Athletic Training: Kenya’s Distance Runners Reveal Secrets To Athletic Success
If you follow distance running, you know about the dominance of East Africans in the sport. Male and female Kenyan and Ethiopian runners have consistently kicked distance running butt for the past several years.
Distance running: is success due to genetic, physiological advantages or just hard work?
What makes athletes from this region such strong contenders in endurance events? It’s tempting to suggest a genetic component. Kinship groups, particularly those that have been clustered together in a particular region for a long time, do tend to share certain biological characteristics. For example, indigenous peoples whose families have lived in remote areas such as Canada’s Arctic or Peru’s Andes mountains for thousands of years have adapted physiologically to their often-extreme environmental conditions. People who can trace their heritage to these indigenous groups in such areas typically have distinctive characteristics as a result of population selection over the centuries.

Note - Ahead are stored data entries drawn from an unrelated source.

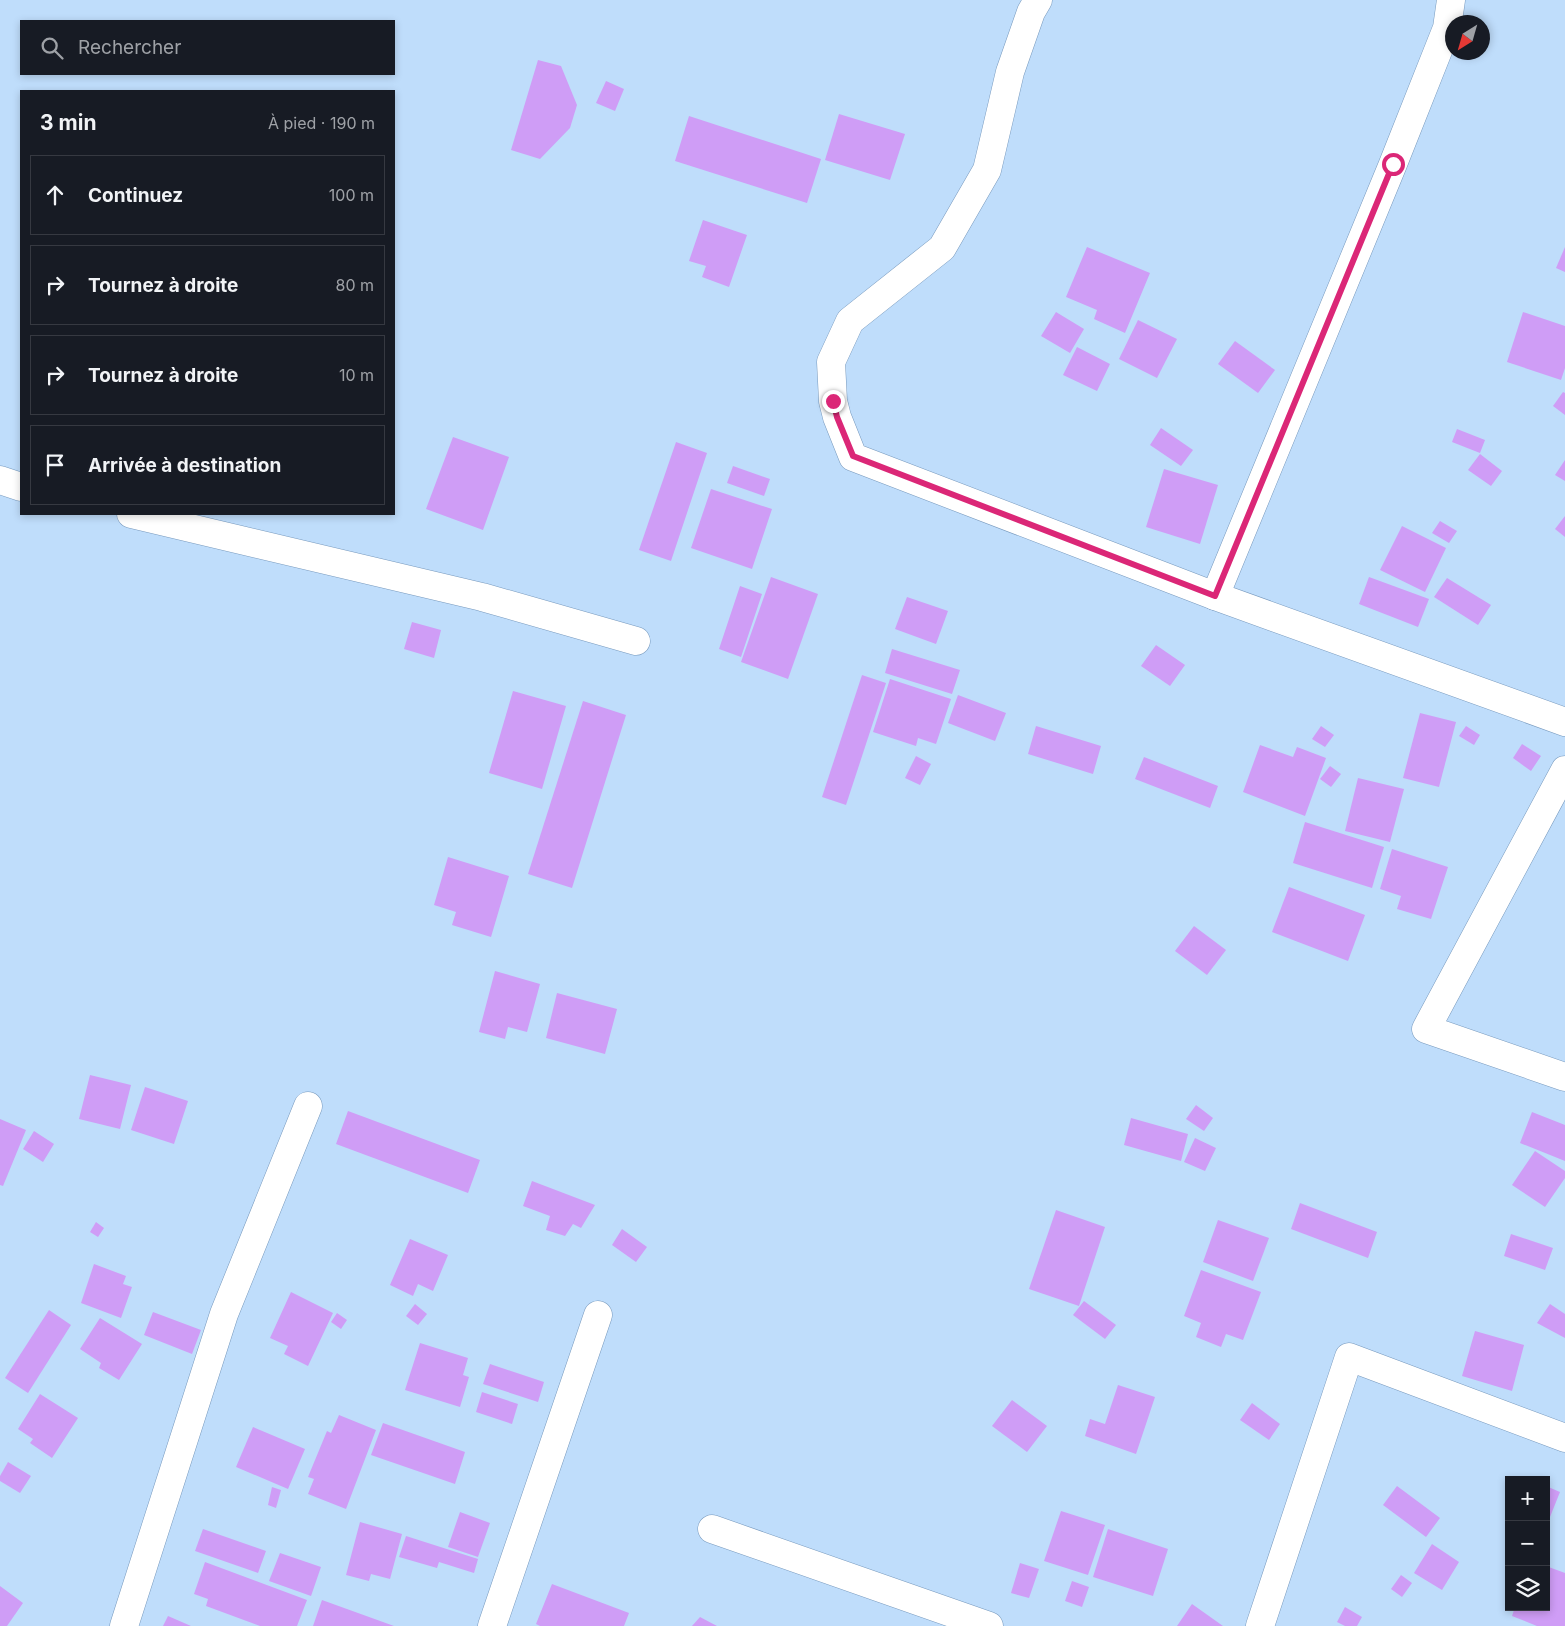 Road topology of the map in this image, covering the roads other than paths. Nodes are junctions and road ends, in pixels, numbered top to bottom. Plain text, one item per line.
1 (1038, 0) edge
2 (1452, 0) edge
3 (0, 480) edge
4 (20, 486) edge
5 (135, 515) edge
6 (1215, 596) junction
7 (636, 640) dead end
8 (1565, 722) edge
9 (1565, 770) edge
10 (1565, 1077) edge
11 (308, 1106) dead end
12 (598, 1314) dead end
13 (1565, 1438) edge
14 (712, 1529) dead end
15 (124, 1626) edge
16 (492, 1626) edge
17 (988, 1626) edge
18 (1260, 1626) edge

1 - 6 street
2 - 6 street
3 - 4 street
5 - 7 street
6 - 8 street
9 - 10 street
11 - 15 street
12 - 16 street
13 - 18 street
14 - 17 street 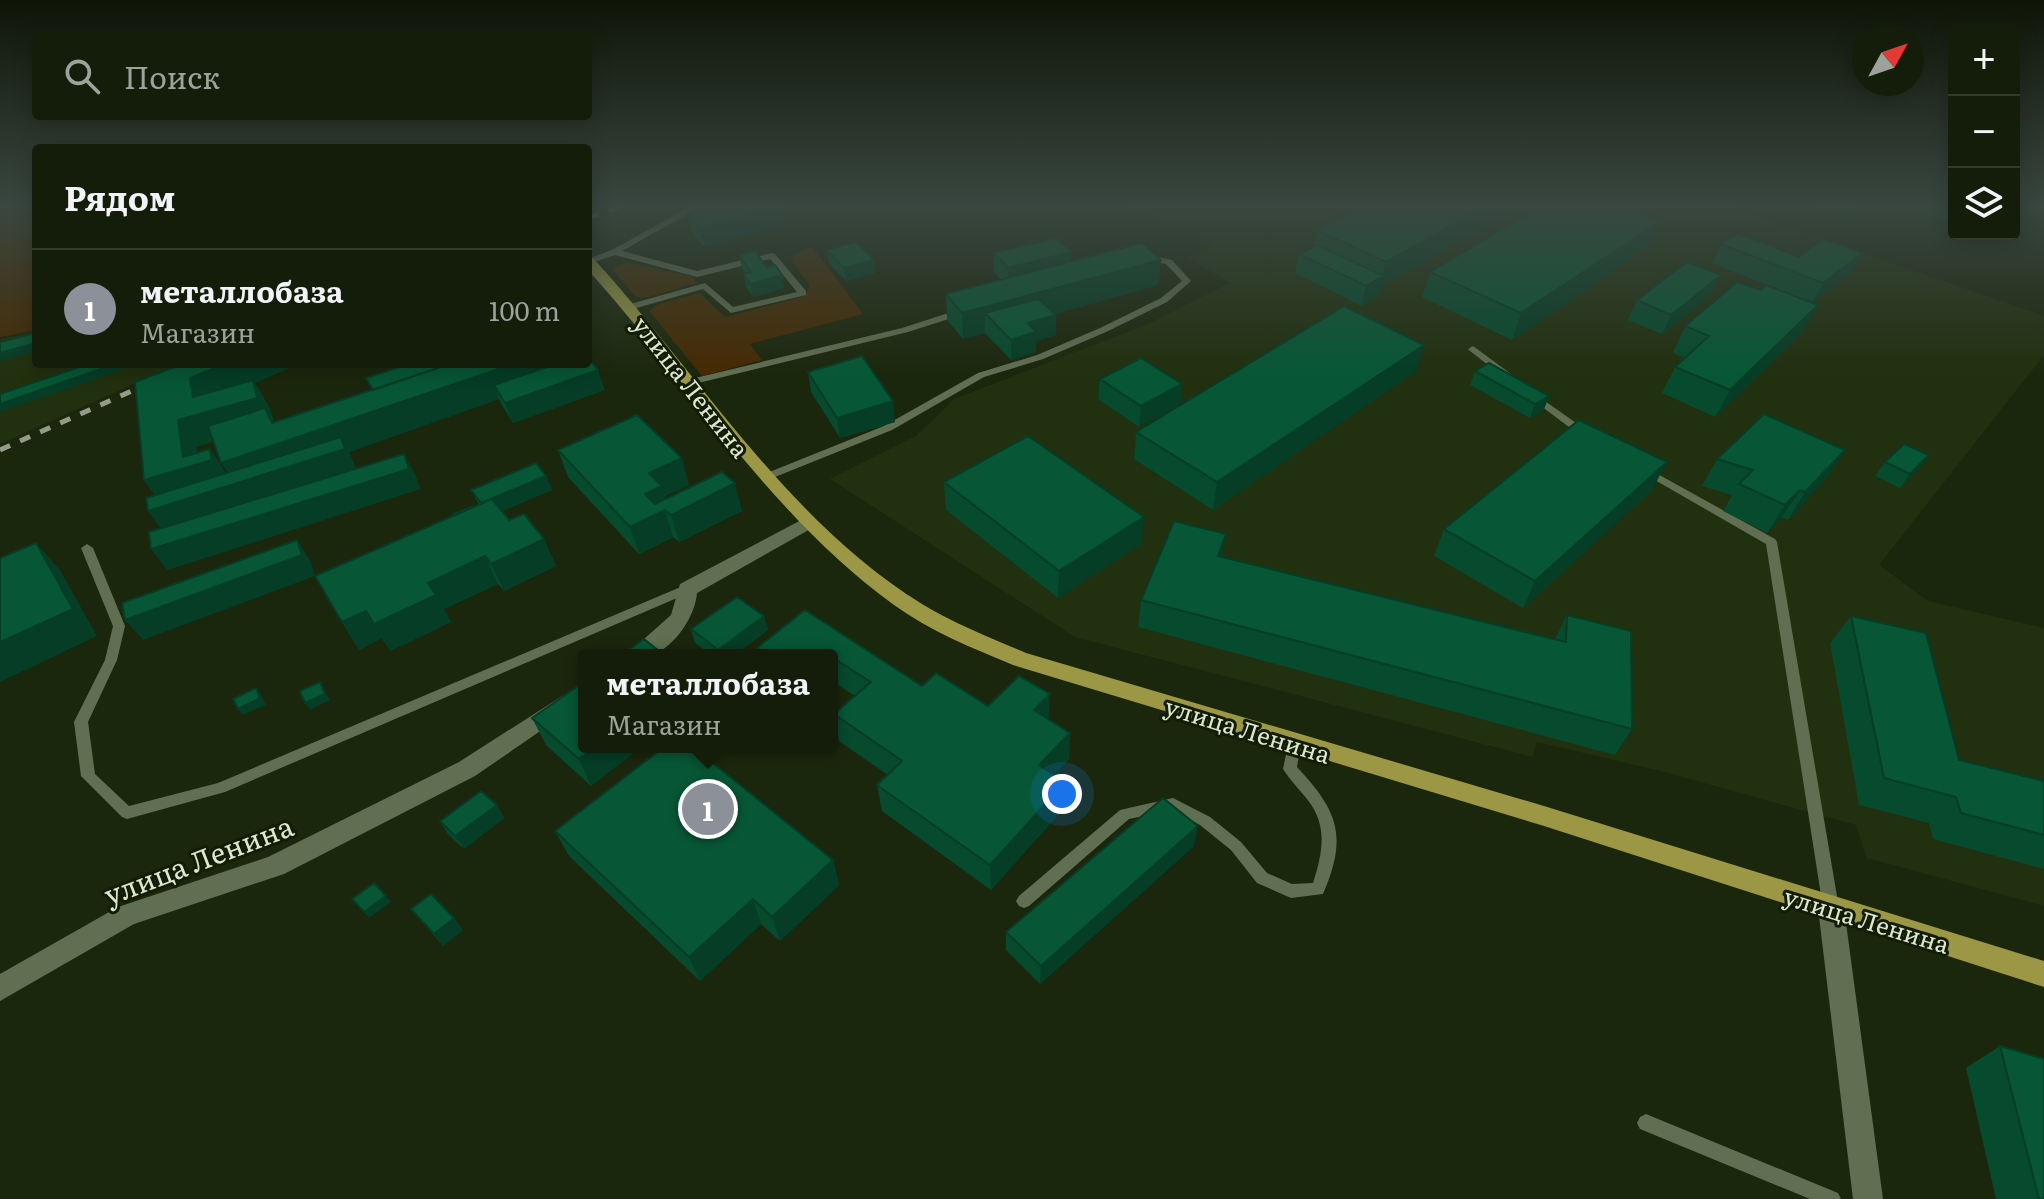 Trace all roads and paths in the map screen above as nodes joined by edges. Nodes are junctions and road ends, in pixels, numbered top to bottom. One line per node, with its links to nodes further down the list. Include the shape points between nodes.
1 (652, 262): 2 (lane, via 697,274)
2 (747, 262)
3 (777, 262): 6 (lane, via 803,293 731,310 705,286)
4 (1169, 262): 12 (lane, via 1187,281 1164,300 1040,357 981,375 888,428)
5 (592, 266): 6 (main road, улица Ленина)
6 (630, 307): 9 (main road, улица Ленина)
7 (972, 309): 9 (lane)
8 (1473, 349): 10 (lane)
9 (690, 382): 12 (main road, улица Ленина)
10 (1594, 440)
11 (1635, 464): 20 (lane, via 1771,542)
12 (766, 477): 13 (main road, улица Ленина)
13 (807, 523): 15 (street); 18 (main road, улица Ленина, via 865,574 950,630 1020,659)
14 (87, 548): 15 (lane, via 119,626 111,660 81,722 88,776 127,813 220,788)
15 (687, 589): 16 (street, via 688,604 678,622)
16 (644, 649)
17 (578, 694): 22 (street, улица Ленина, via 467,769 275,866 127,915)
18 (1294, 744): 19 (lane, via 1290,769 1316,797 1332,829 1330,856 1318,889 1291,891 1262,878 1236,846 1173,804 1125,814); 20 (main road, улица Ленина, via 1544,816)
19 (1024, 901)
20 (1831, 908): 21 (main road, улица Ленина); 25 (street)
21 (2044, 974)
22 (0, 988)
23 (1646, 1123): 24 (lane)
24 (1832, 1199)
25 (1868, 1199) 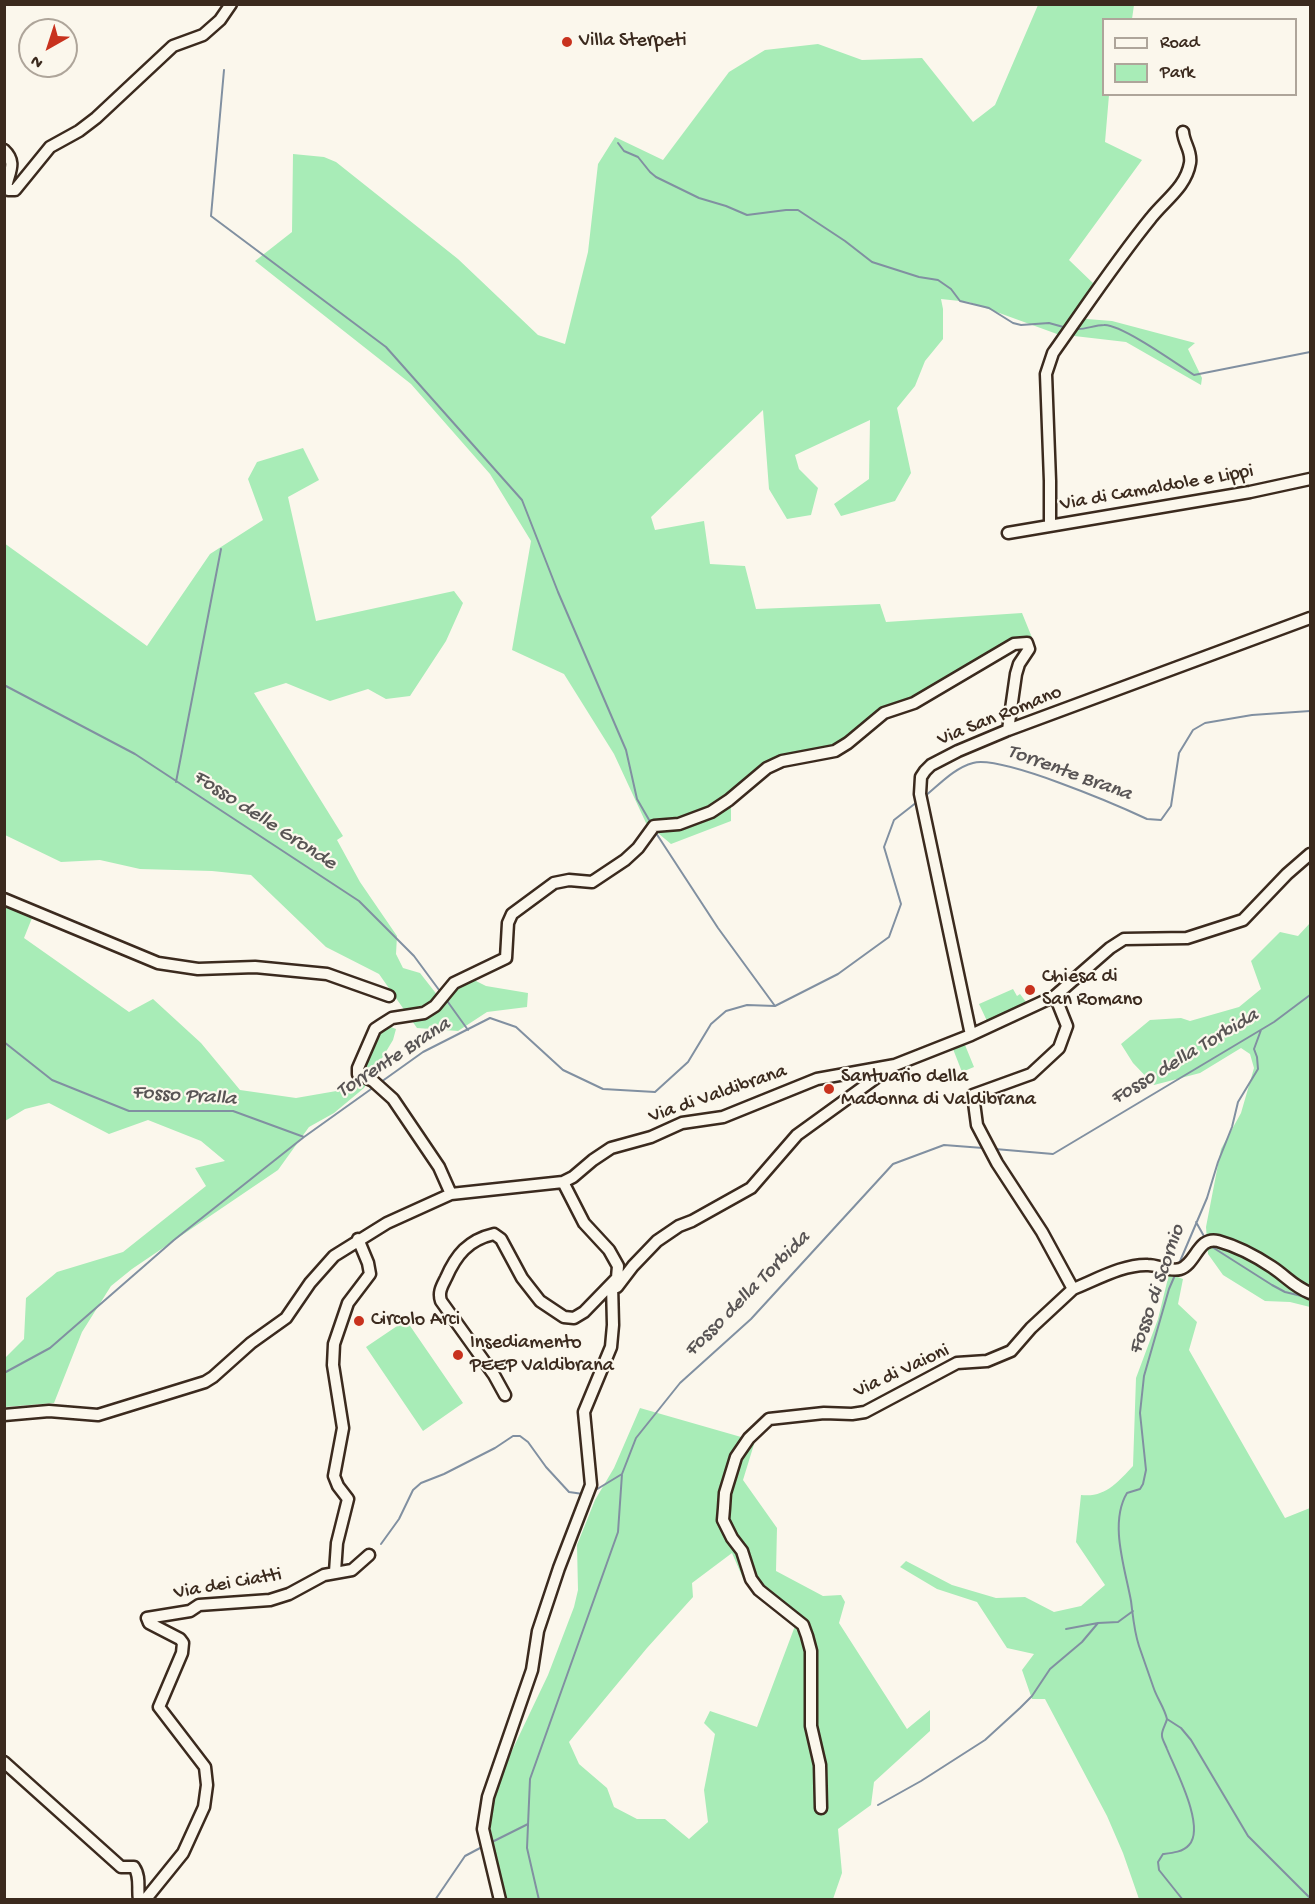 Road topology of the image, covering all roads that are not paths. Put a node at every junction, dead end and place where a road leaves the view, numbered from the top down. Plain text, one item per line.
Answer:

Additionally, nobody becomes an elite athlete without some kind of inherent physiological advantage. If you’ve ever had the pleasure of observing an internationally-ranked competitor in action, you’ll realize that mere mortals don’t even come close to these biological freaks of physical superiority. Some years ago, I trained at a university gym that also trained high-level athletes. Because the weight room had Olympic weightlifting platforms, a former weightlifting competitor from South America used to drop in about the same time that I worked out. He was a small, wiry man, probably about 5’3” and maybe 110 pounds soaking wet with work boots on. One day, I looked over at him and my jaw dropped. He’d loaded up 405 pounds on the bar. Barely breaking a sweat, he lifted it off the power rack and jerked it (an explosive press) overhead. My brain could hardly comprehend the number of plates on the bar that that tiny man was casually holding over his cranium (yep, that’s eight 45-pound plates plus the bar). Other athletes, such as the national-level runners, looked like greased gazelles as they glided effortlessly with their long limbs past us average folks sweating and clumping along on the indoor track.
However, genetics don’t tell the full story. No matter how great the physical gifts mom and dad gave out, nobody becomes an elite athlete without a lot of hard work, skilled coaching, and support either. It doesn’t matter how fast you can run or how smoking your curveball if you aren’t prepared to get out of bed and haul your butt around the track at 6 a.m. while some person with a clipboard yells at you from the sidelines.
A study on Kenyans revealed additional factors
A recent article in the Journal of Sports Sciences1 examines the factors that make Kenyans such running superstars. A study like this has to be carefully designed. For one thing, it’s incorrect to assume that any biological advantage is simply due to the differences between "blacks” and "whites”. These are very large groups with immense variation between them, and skin color alone can’t indicate whether running ability is attached. It’s more precise to look at subgroups that are geographically related via kinship and marriage networks. Even within Kenya itself, there are many subpopulations that do not always intermarry or speak the same language. So in studying this issue one has to be quite careful to examine the right research subjects. A subgroup called Kalenjin who is part of one of the three main language groups, the Nilotic (the other two are Bantu and Kushitic), makes up about 10% of the total Kenyan population, but has won about 75% of all running races in Kenya. It’s also important to have a control group in a study, so the researchers found some non-runners for comparison.
Here’s what the study found. First, there were differences between national and internationally-ranked athletes in many measures. The elite international athletes were mostly from a particular region, the Rift Valley province, and mostly from the Kalenjin Nilotic language group, with many folks from a Kalenjin subgroup, the Nandi. It would seem that the evidence points to a genetic, kinship-based component. But here’s where it gets interesting. Another thing that distinguished athletes was that they traveled long distances to school, occasionally more than 10 kilometers (over six miles), but more frequently five to 10 km (about three to six miles). And they ran; they didn’t walk. Over 80% of the international athletes ran those many kilometers to school every day, compared to only about 20% of the non-runner group (who was also much more likely to take some form of transit). So was running long distances to school the cause or the consequence of a natural running ability? The jury’s still out, and most of us won’t ever make it to the Olympics (or even through an entire marathon) but it does suggest that hoofing it a little more often can bring great things!
1 Onywera, Vincent O., Robert A. Scott, Michael K. Boit, and Yannis P. Pitsiladis. "Demographic Characteristics of Elite Kenyan Endurance Runners.” Journal of Sports Sciences 24 no.4 (April 2006): 415-422.